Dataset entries
<<<<

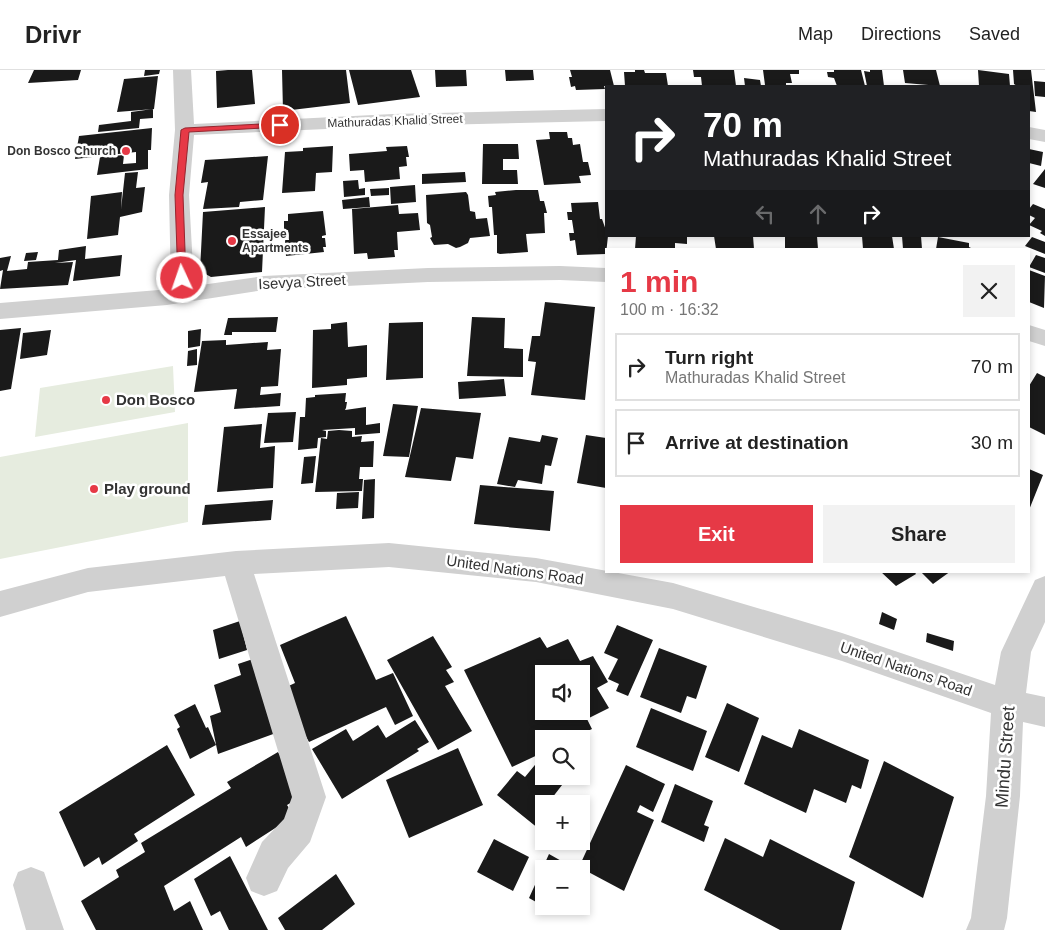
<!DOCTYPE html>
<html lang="en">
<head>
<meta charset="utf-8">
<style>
	:root { --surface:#fff; --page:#f2f2f2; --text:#222; --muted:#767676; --line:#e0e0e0; --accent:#e63946 }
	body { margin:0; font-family:Helvetica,sans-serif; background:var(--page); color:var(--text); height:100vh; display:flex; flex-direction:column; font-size:19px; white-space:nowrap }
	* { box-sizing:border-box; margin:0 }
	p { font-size:16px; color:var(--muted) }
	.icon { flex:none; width:28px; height:28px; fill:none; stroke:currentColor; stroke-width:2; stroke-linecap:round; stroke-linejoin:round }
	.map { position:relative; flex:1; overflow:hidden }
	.panel { position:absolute; left:605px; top:178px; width:425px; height:325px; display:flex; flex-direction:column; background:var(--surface); border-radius:0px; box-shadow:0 2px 8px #0003 }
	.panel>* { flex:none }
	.hud { position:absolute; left:605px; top:15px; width:425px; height:152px; border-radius:0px; box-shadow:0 2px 8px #0003; background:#202124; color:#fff; overflow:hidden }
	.fabs { position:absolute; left:535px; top:595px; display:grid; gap:10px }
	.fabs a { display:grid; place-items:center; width:55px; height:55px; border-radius:0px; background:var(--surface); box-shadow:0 2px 8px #0003; font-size:25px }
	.pin { position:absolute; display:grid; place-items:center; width:42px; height:42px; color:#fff; margin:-21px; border:2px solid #fff; border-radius:50%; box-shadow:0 1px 5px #0007 }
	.me { position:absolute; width:55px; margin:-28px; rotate:357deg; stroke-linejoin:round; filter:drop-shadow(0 0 4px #0008) }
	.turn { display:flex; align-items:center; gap:18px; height:105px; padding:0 15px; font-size:22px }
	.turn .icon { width:65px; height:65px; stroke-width:2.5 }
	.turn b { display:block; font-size:35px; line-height:42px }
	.lanes { display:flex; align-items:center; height:48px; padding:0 15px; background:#0003; justify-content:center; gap:25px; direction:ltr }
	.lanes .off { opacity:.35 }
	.round { display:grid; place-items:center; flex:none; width:52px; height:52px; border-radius:0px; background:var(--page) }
	.headline { display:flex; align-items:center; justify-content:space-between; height:85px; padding:0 15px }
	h1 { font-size:30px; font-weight:800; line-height:38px; color:var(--accent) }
	.primary-button { display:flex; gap:10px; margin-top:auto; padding:10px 15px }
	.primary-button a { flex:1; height:58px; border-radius:0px; background:var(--accent); color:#fff; font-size:20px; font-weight:800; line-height:58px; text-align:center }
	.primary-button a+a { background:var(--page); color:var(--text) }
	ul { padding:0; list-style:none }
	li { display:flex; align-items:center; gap:15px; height:68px; margin:0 10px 8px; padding:0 5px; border:2px solid var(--line); border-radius:0px }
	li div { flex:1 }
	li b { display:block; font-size:19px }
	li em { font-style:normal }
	header { display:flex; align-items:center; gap:30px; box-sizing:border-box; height:70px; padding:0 25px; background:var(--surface); border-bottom:1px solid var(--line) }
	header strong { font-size:24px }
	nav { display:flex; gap:28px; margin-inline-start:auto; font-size:18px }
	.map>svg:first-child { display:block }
</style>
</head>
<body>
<header>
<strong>Drivr</strong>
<nav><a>Map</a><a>Directions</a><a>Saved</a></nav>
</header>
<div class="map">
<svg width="1045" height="860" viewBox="0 0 1045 860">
	<rect width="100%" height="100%" fill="#fff"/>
	<path fill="#e6ecdf" d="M173,296L175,342L35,367L40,318Z
		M188,353V452L0,489V387Z"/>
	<path fill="#1a1a1a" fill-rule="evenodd" d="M34,0H81L78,10L28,13Z
		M145,0H160L159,4L144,6Z
		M228,0H252L255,34L217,38L216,1Z
		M282,0H346L350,33L283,41Z
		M349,0H411L420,27L358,35Z
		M435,0H466L467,16L436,17Z
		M505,0H533L534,10L506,11Z
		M570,0H610L614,16H604L605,19L576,20L575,16L571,17L569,7H572Z
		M635,0H644L645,3H666L668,16H625L624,2H635Z
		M693,0H734L736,16H702L701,7H694Z
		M763,0H799V4H790L792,13H786V16L765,15Z
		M834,0H861L865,16H837L834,8L828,7L827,2H834Z
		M870,0H882L884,16H867L864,1L870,2Z
		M903,0H936L940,16L905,13Z
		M978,0L1009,4L1010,16H979Z
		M1013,0H1031L1036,42L1029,41V16H1017L1014,14Z
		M158,6L154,39L117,42L124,9Z
		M744,8L760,10L761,16H745Z
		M1034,11L1045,12V27L1035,26Z
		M153,39V48L140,49L139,58L98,62L99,55L131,51V42Z
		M152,58L151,80H148V99L97,105L100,87L124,85L123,94L136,93V82L75,89L79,66Z
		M549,62H567L568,68H572L573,75L580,74L583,92H588L591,105L579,106L581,113L544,115L536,70L550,69Z
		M483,74H518L519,89H503V100H517L518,114H482Z
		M333,76L332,102L316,103L315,121L282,123L285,82L303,81V78Z
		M407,76L409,87H406L407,96L399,97L400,109L365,112L364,100L350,101L349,84L387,81L386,77Z
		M1029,79L1043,82L1041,96L1029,93Z
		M268,86L263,130L240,132L239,137L203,139L208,112L201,113L205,90Z
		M1045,99V118L1033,114Z
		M138,102L136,118L145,117L142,142L120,147L118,165L87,169L91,126L122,122L121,139L125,103Z
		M465,102L466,112L422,114V104Z
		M358,110L359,119L365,118V125L344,127L343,111Z
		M415,115L416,132L391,134L390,117Z
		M389,118V125L371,126L370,119Z
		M516,120H538L540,131H544L547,143H544L545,163L526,164L528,182L500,184L497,183V165H494L492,137H489L488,126L496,125L495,122Z
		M466,122L468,125L470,141L475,142L476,149L487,148L490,166L470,168L468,173L460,177L456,178L448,174L434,175L430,168L432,167L430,155L427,153L426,125Z
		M369,127L370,137L343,139L342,130Z
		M598,132L600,149H602L608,166L606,184L577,185L575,170L570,171L569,163H574L572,150H568L567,142H572L571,133Z
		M1033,134L1045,139V166L1040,163L1042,161L1029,155L1035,148L1029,145V139Z
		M398,135L399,144L418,143L420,160L397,162L398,180H394L395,187L368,189L367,183L354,184L352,139Z
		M265,137L262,202L211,207L200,201L203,142Z
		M323,141L326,165L322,166V168H325L326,177H323L324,182L286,186L285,170H289L288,160L284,161V151H288V144Z
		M636,166H687V174L675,173V179H635Z
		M714,166H753L754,179H716Z
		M785,166H817L818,179H785Z
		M862,166H892L894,179H863Z
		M902,166H921L922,179H903Z
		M938,167L969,173V177L973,179H936Z
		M1032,167L1045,172V184L1025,176Z
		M86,176L85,189L122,185L120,206L73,211L76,190L55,193L73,192L68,215L0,219L3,200L0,201V188L11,186L7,201L27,199L28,192L58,190L59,180Z
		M38,182L36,190L24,191L26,183Z
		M1036,185L1045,188V203L1029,197Z
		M1029,200L1045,206L1044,238L1029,232Z
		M545,232L595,237L585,330L531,325L536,292L528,291L532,266H540Z
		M278,247L276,262H232V265H224L228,248Z
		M472,247L505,248L504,278L523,279V307L467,306Z
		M347,252L348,277L367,275V307L347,309V315L312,318L313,260L331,259V254Z
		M423,252V308L386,310L389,253Z
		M21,258L11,319L0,321V260Z
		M201,259L200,276L188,278V261Z
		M51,260L47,285L20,289L23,263Z
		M226,270V275L268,272L267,280L281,279L278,316L261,317L260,325L281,323L280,336L234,339L237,319L194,322L202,271Z
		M197,279V295L187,296L188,281Z
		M1037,303L1045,307V365L1029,357V316Z
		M504,309L506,326L459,329L458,312Z
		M346,323L345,332H347L346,338L345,340L366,337V355L380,353V363L355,365V358L322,360L326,361V367L318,368L317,378L298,380L300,347H305L306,328L315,327V325Z
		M393,334L418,336L409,387L383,386Z
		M421,338L481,343L473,389L456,387L451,411L405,407Z
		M296,342L293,372L264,373L268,343Z
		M262,354L260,378L275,376L273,418L217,422L224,357Z
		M339,360L352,361V367L362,366L361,372L374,371L373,397H360L359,409H363L362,421L315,422L321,368L327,369L328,361Z
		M542,365L558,368L551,396L545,395L542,414L518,410L515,417L497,414L509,367L540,372Z
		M586,365L606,368V418L577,413Z
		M316,386L313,413L301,414L304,387Z
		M1029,399L1043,405L1029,440Z
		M375,409L374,448L362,449L364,410Z
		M480,415L554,421L550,461L474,454Z
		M359,422L358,438L336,439L337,423Z
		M273,430L271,450L202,455L205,435Z
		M880,501H914L916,504L896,516Z
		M920,501H951L933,514Z
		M882,542L897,549L894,560L879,554Z
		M346,546L376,610L393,603L413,646L395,655L386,637L309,672L280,620L295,613L280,575Z
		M240,551L247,580L219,589L213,560Z
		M617,555L653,570L628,626L616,621L619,614L608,609L618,589L604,583Z
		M927,563L954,571L953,581L926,572Z
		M433,566L452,597L446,600L454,612L445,616L472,661L438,680L387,590Z
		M540,567L547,578L568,569L580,591L593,586L608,612L597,618L609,638L587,649L592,659L571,669H544V682L512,697L464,600ZM544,604H581V641H544Z
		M659,578L707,596L696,629L687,626L681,643L640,627Z
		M256,588L276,663L218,684L210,646L221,642L214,615L241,605L238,594Z
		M727,633L759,648L739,702L705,687Z
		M195,634L206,658L208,657L216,675L190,689L177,659L180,657L174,645Z
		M651,638L707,661L693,701L636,677Z
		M415,650L429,672L417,679L419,681L342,729L312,679L346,659L353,671L378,655L386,668Z
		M799,659L869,690L861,719L852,715L846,733L814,719L806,743L744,714L762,665L792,678Z
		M167,675L195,725L134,764L138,771L102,795L99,787L84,797L59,742Z
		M458,678L483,735L409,768L386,710Z
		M278,682L303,726L287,735L294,746L246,777L241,767L164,816L174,841L190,831L203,860H96L81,831L119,807L116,800L145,782L141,773L231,718L227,712Z
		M544,684V706H569L552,728L559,734H544V763L497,725L517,701L525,707Z
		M884,691L954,727L923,828L849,787Z
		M626,695L665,714L653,742L640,735L637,742L654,750L624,821L579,797Z
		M675,714L713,731L704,755L709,757L704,772L661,752Z
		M725,768L763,787L770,769L855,812L841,860H780L704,820Z
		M494,769L529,787L513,821L477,802Z
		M549,784L572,797L571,799H544V836H555L552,841L529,828Z
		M230,786L268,860H229L220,841L211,846L194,809Z
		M336,804L355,834L322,860H285L278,848Z"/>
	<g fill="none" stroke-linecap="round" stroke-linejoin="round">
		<path fill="#d0d0d0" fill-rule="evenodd" d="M173,0H191L194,54L393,44L606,39V51L393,56L194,65L189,125L194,216L264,206L428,198L560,196L606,198V212L560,210L428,212L264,220L167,235L0,249V233L171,219L169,125L175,60Z
			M1029,57L1045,60V72L1029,69Z
			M1029,255L1045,260V276L1029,271Z
			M389,473L536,488L673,513L842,563L995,615L1001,582L1035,510L1045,506V552L1031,582L1026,623L1045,627V657L1023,652L1020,726L1007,848L1004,860H966L971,848L986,726L991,643L842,591L673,539L536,512L389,497L254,504L326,727L310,772L288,798L277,821L264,826L251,821L246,808L262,772L284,749L292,727L225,506L88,522L0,547V521L88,498L236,481Z
			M31,797L44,802L64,860H26L13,815L18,802Z"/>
	</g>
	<path fill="#e63946" stroke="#96252e" d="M280,53L282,54V57L189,62L183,125L186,208L185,211H178L175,125L181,60L185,58Z"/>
	<g fill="#e63946" stroke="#fff" stroke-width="2">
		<circle cx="126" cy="81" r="5"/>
		<circle cx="232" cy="171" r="5"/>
		<circle cx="106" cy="330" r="5"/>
		<circle cx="94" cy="419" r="5"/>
	</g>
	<g text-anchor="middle" stroke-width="5" stroke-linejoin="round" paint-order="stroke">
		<g font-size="12" fill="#333" stroke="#fff">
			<text transform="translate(395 51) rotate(-2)" y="4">Mathuradas Khalid Street</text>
		</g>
		<g font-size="12" font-weight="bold" fill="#333" stroke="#fff" text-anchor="end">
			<text x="116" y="85">Don Bosco Church</text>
			<text x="242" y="168" text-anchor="start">Essajee<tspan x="242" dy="14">Apartments</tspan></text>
		</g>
		<g font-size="15" fill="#333" stroke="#fff">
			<text transform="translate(302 212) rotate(-3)" y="5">Isevya Street</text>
			<text transform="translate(515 500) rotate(8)" y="5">United Nations Road</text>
			<text transform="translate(906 599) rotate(19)" y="5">United Nations Road</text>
		</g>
		<g font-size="15" font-weight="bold" fill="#333" stroke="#fff" text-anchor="start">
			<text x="116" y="335">Don Bosco</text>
			<text x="104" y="424">Play ground</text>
		</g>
		<g font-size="18" fill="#333" stroke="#fff">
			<text transform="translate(1005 687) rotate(-86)" y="6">Mindu Street</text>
		</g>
	</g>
</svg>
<div class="fabs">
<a><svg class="icon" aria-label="sound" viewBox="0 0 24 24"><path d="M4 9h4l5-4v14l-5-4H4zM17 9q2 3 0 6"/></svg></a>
<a><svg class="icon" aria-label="search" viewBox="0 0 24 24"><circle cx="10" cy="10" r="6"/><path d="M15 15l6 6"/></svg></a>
<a>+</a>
<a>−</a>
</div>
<div class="pin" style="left:280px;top:55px;background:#d93025"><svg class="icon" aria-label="arrive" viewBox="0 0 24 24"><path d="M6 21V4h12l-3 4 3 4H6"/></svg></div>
<svg class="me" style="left:182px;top:208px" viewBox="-20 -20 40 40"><circle r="17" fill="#e63946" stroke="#fff" stroke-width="3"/><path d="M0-11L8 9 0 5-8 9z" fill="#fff"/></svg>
<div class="hud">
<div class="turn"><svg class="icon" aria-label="right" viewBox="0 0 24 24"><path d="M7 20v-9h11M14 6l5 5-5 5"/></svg><div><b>70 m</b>Mathuradas Khalid Street</div></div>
<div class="lanes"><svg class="icon off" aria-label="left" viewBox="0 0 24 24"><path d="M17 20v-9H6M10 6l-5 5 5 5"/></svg><svg class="icon off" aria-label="ahead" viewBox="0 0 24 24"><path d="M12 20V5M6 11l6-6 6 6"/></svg><svg class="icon" aria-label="right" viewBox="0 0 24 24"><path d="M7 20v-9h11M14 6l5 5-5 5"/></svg></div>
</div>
<section class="panel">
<div class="headline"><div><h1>1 min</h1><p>100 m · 16:32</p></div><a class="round"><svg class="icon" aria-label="close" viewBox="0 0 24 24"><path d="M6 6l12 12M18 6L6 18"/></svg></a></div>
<ul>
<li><svg class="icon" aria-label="right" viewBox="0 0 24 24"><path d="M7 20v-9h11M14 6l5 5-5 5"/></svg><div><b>Turn right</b><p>Mathuradas Khalid Street</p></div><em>70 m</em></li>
<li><svg class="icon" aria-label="arrive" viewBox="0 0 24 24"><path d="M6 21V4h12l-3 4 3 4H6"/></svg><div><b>Arrive at destination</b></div><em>30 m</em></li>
</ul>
<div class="primary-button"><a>Exit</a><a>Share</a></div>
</section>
</div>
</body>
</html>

>>>>

- EXERCISE OBJECTIVE
Go through the entries above and copy out every line that includes the word "rule".

- SOLVED PROBLEM
	<path fill="#1a1a1a" fill-rule="evenodd" d="M34,0H81L78,10L28,13Z
		<path fill="#d0d0d0" fill-rule="evenodd" d="M173,0H191L194,54L393,44L606,39V51L393,56L194,65L189,125L194,216L264,206L428,198L560,196L606,198V212L560,210L428,212L264,220L167,235L0,249V233L171,219L169,125L175,60Z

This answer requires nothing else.